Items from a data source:

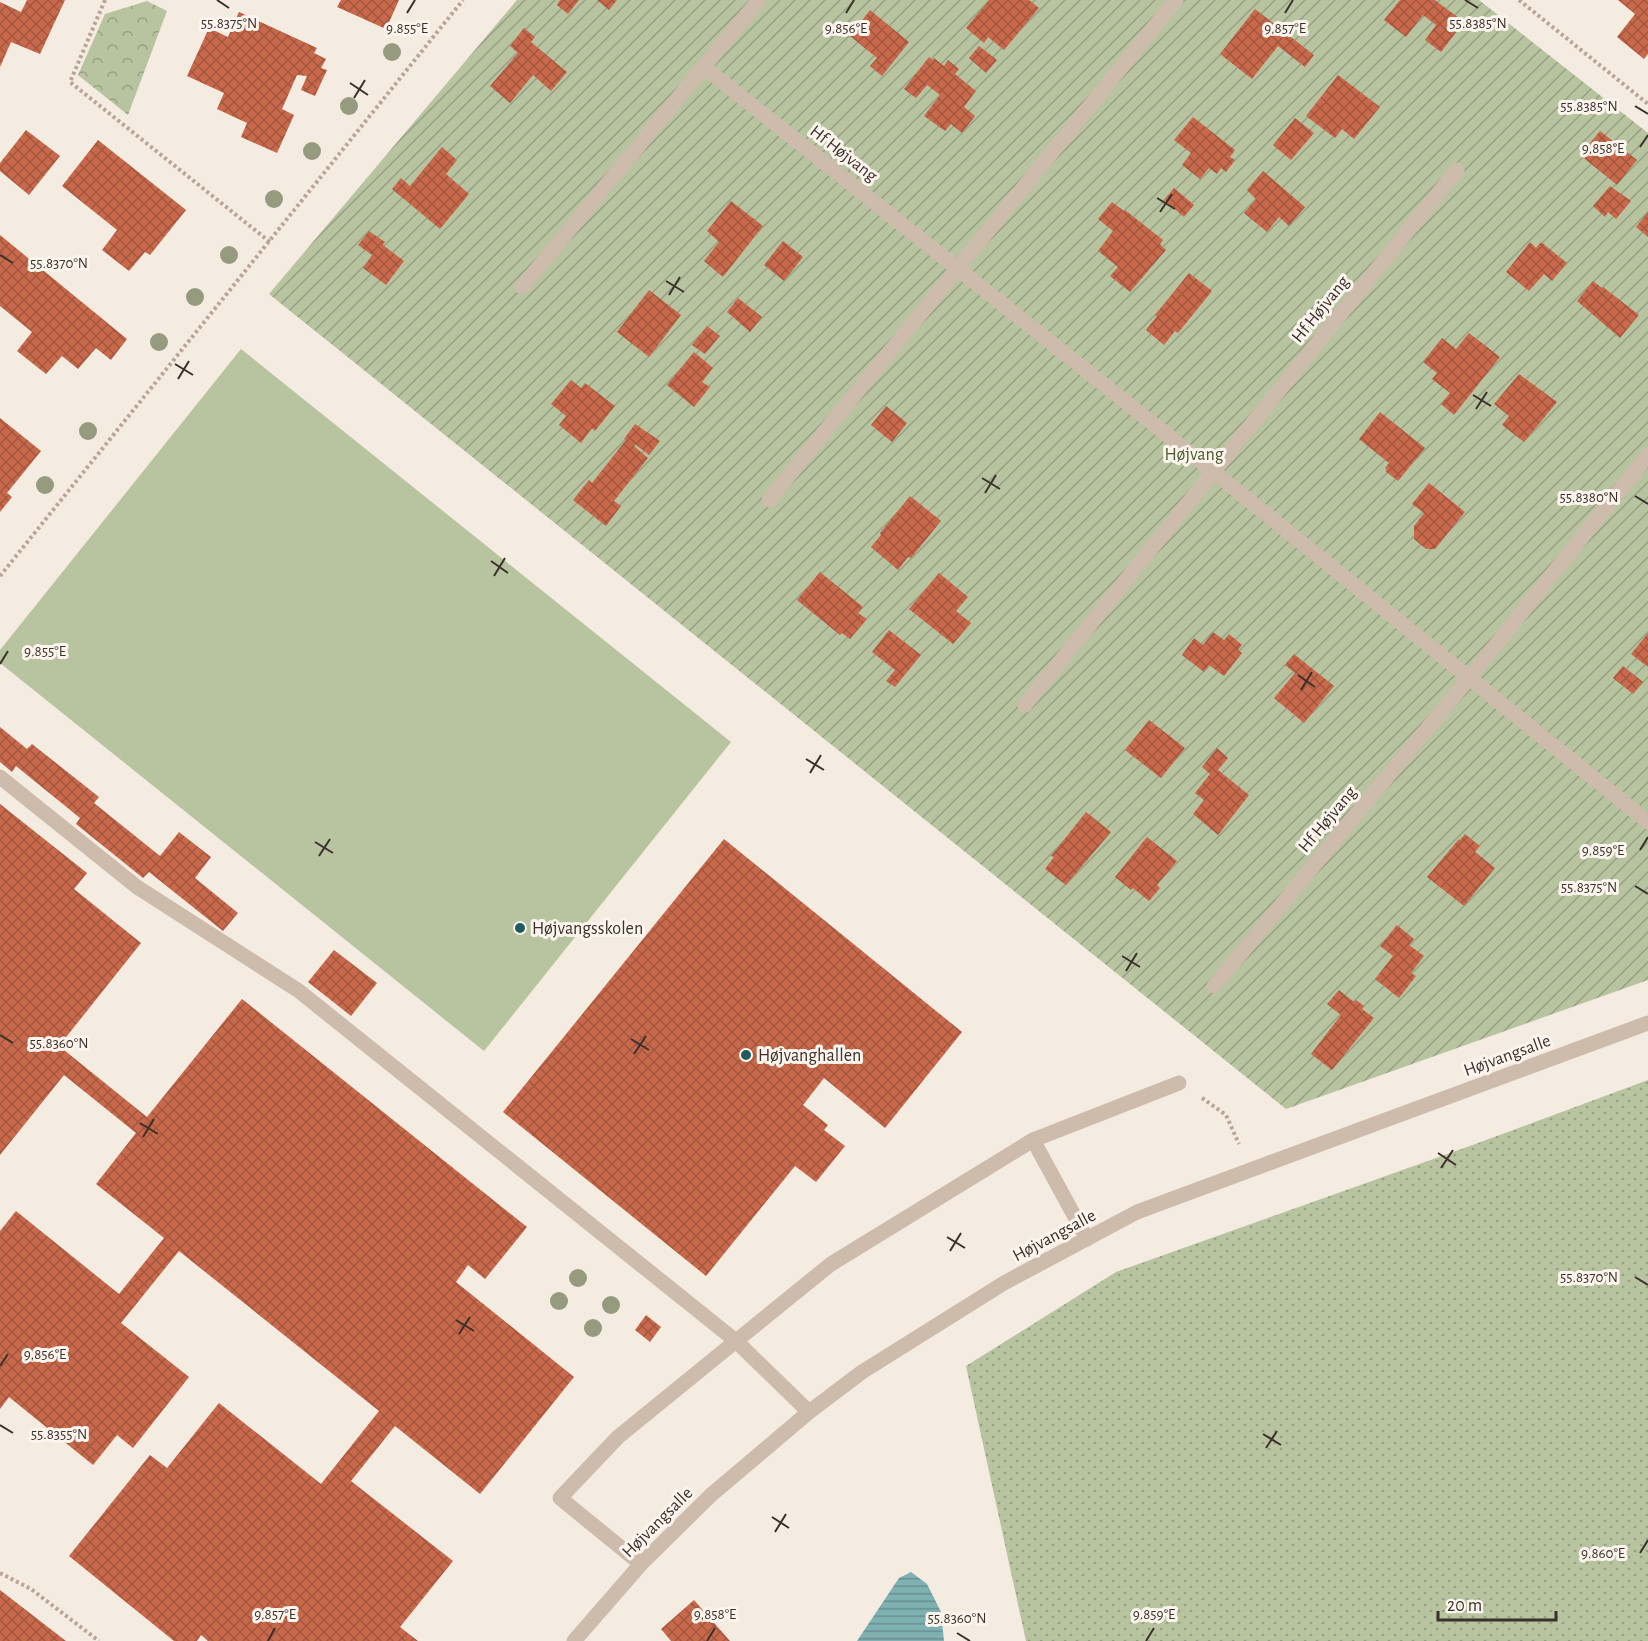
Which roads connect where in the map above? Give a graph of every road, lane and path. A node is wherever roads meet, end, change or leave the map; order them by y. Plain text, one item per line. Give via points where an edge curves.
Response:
1 (105, 0) edge
2 (463, 0) edge
3 (759, 0) edge
4 (1176, 0) edge
5 (1519, 0) edge
6 (705, 68) junction
7 (1648, 104) edge
8 (1457, 170) dead end
9 (270, 242) junction
10 (959, 269) junction
11 (522, 287) dead end
12 (1648, 455) edge
13 (1214, 472) junction
14 (769, 500) dead end
15 (0, 576) edge
16 (1470, 677) junction
17 (1025, 705) dead end
18 (0, 777) edge
19 (1648, 822) edge
20 (1214, 986) dead end
21 (1648, 1023) edge
22 (1179, 1083) joint
23 (1033, 1140) junction
24 (1251, 1170) junction
25 (1087, 1239) junction
26 (736, 1341) junction
27 (809, 1412) junction
28 (642, 1564) junction
29 (0, 1573) edge
30 (99, 1641) edge
31 (574, 1641) edge

1 - 9 path via 70,82
2 - 9 path
3 - 6 street
4 - 10 street
5 - 7 path
6 - 10 street, Hf Højvang
6 - 11 street
8 - 13 street, Hf Højvang
9 - 15 path
10 - 13 street, Hf Højvang
10 - 14 street
12 - 16 street, Hf Højvang
13 - 16 street, Hf Højvang
13 - 17 street, Hf Højvang
16 - 19 street, Hf Højvang
16 - 20 street, Hf Højvang
18 - 26 street via 136,887 299,991
21 - 24 street, Højvangsalle
22 - 23 street
22 - 24 path via 1226,1115
23 - 25 street
23 - 26 street via 831,1264
24 - 25 street, Højvangsalle via 1137,1212
25 - 27 street, Højvangsalle via 1004,1283 862,1372
26 - 27 street
26 - 28 street via 618,1437 560,1498
27 - 28 street, Højvangsalle via 711,1495
28 - 31 street, Højvangsalle
29 - 30 path via 31,1589

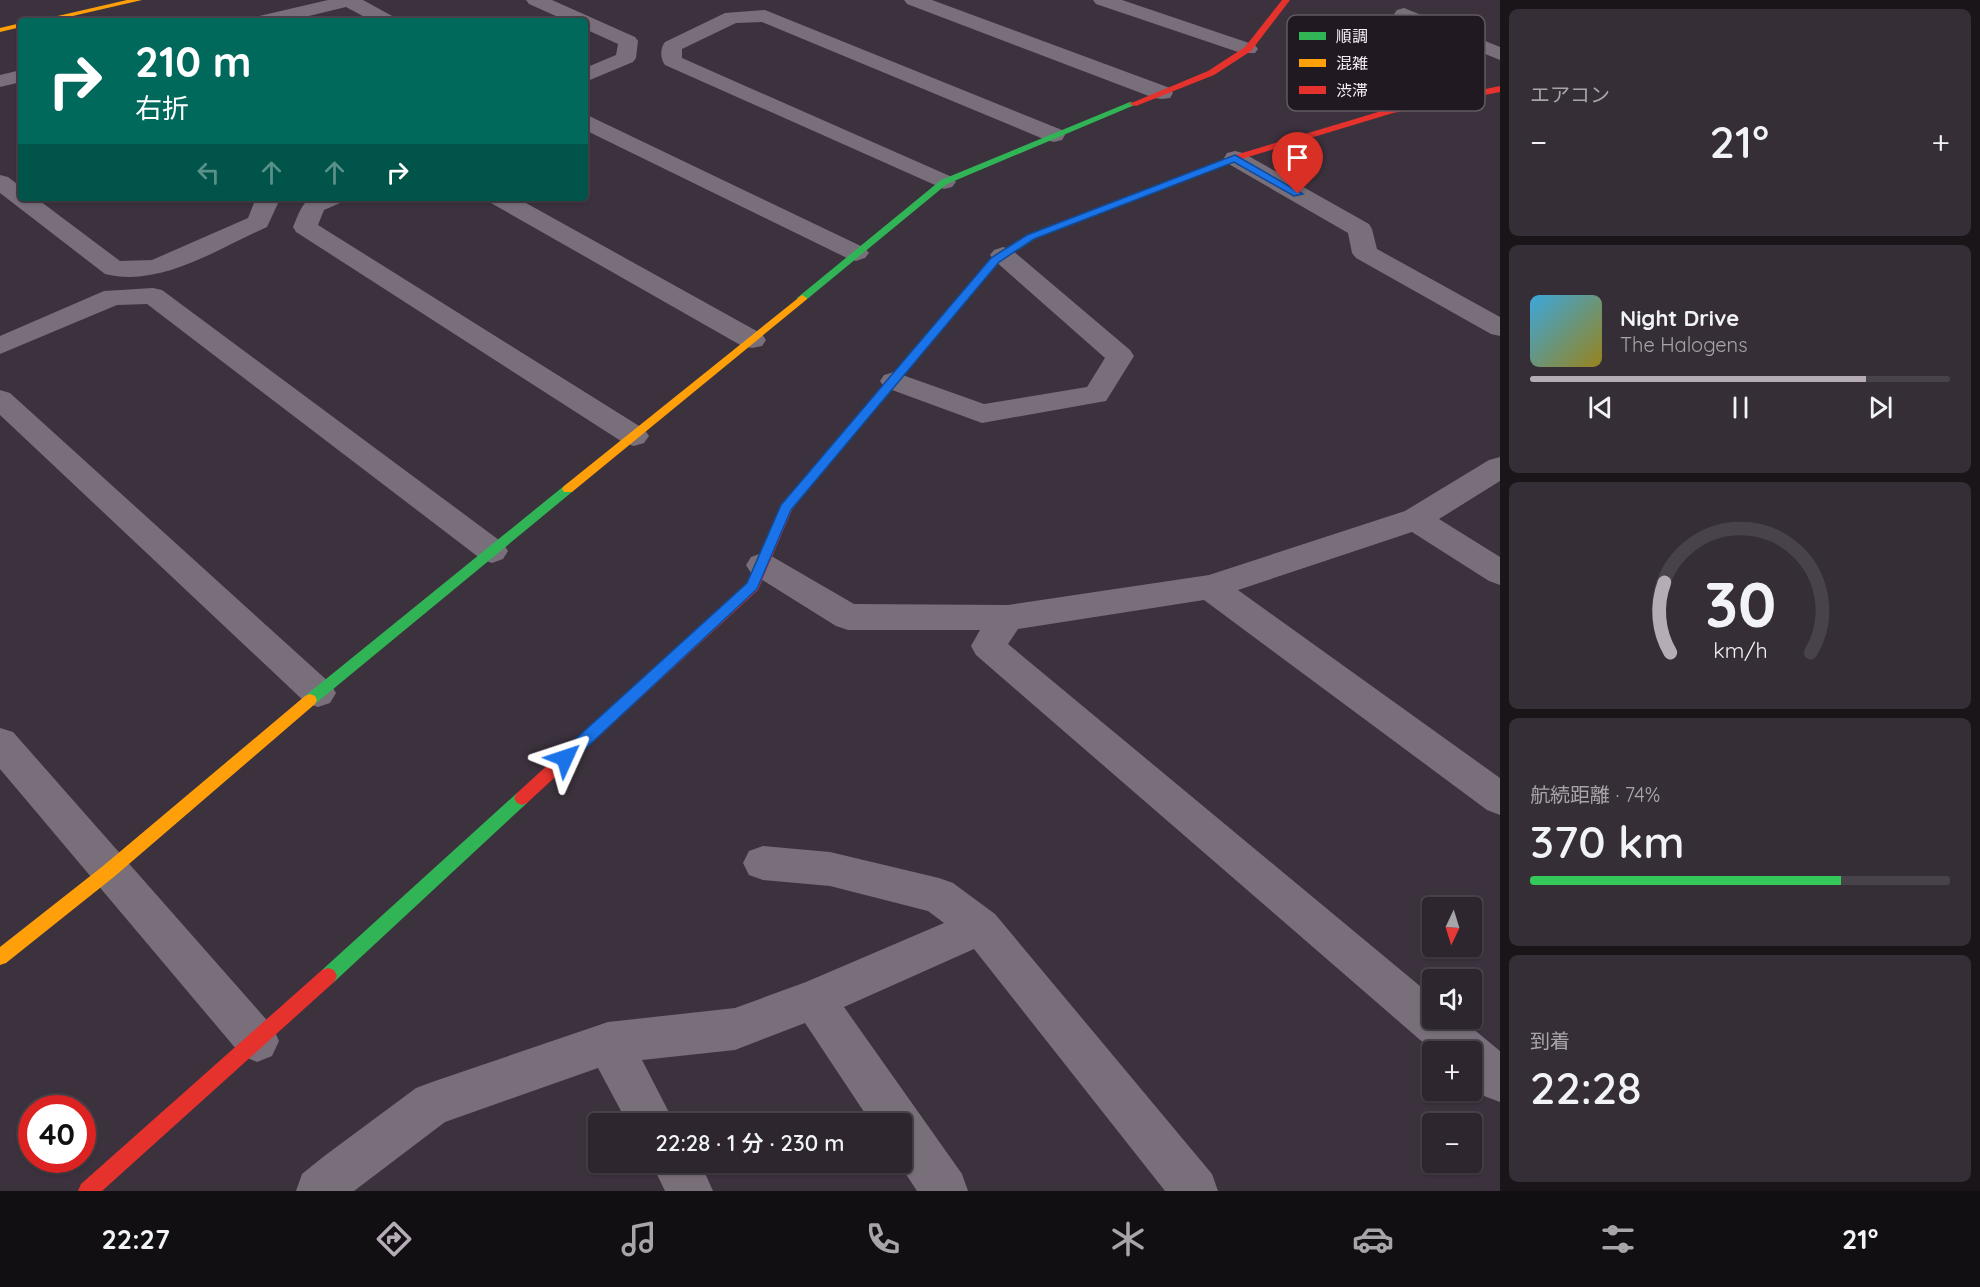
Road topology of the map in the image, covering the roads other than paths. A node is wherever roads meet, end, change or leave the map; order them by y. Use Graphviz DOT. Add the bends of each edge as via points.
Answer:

**What this task involves**
Give the records again exactly as they stand, so that only the pictures are missing.

**Response to this exercise**
Which roads connect where in the map above? Give a graph of every road, lane and path. A node is wherever roads meet, end, change or leave the map; order them by y. Plain text, one item per line. Give via points where an edge curves.
Response:
1 (105, 0) edge
2 (463, 0) edge
3 (759, 0) edge
4 (1176, 0) edge
5 (1519, 0) edge
6 (705, 68) junction
7 (1648, 104) edge
8 (1457, 170) dead end
9 (270, 242) junction
10 (959, 269) junction
11 (522, 287) dead end
12 (1648, 455) edge
13 (1214, 472) junction
14 (769, 500) dead end
15 (0, 576) edge
16 (1470, 677) junction
17 (1025, 705) dead end
18 (0, 777) edge
19 (1648, 822) edge
20 (1214, 986) dead end
21 (1648, 1023) edge
22 (1179, 1083) joint
23 (1033, 1140) junction
24 (1251, 1170) junction
25 (1087, 1239) junction
26 (736, 1341) junction
27 (809, 1412) junction
28 (642, 1564) junction
29 (0, 1573) edge
30 (99, 1641) edge
31 (574, 1641) edge

1 - 9 path via 70,82
2 - 9 path
3 - 6 street
4 - 10 street
5 - 7 path
6 - 10 street, Hf Højvang
6 - 11 street
8 - 13 street, Hf Højvang
9 - 15 path
10 - 13 street, Hf Højvang
10 - 14 street
12 - 16 street, Hf Højvang
13 - 16 street, Hf Højvang
13 - 17 street, Hf Højvang
16 - 19 street, Hf Højvang
16 - 20 street, Hf Højvang
18 - 26 street via 136,887 299,991
21 - 24 street, Højvangsalle
22 - 23 street
22 - 24 path via 1226,1115
23 - 25 street
23 - 26 street via 831,1264
24 - 25 street, Højvangsalle via 1137,1212
25 - 27 street, Højvangsalle via 1004,1283 862,1372
26 - 27 street
26 - 28 street via 618,1437 560,1498
27 - 28 street, Højvangsalle via 711,1495
28 - 31 street, Højvangsalle
29 - 30 path via 31,1589

Road topology of the map in the image, covering the roads other than paths. A node is wherever roads meet, end, change or leave the map; order them by y. Use Graphviz DOT. Add the bends of each edge as via points.
Answer:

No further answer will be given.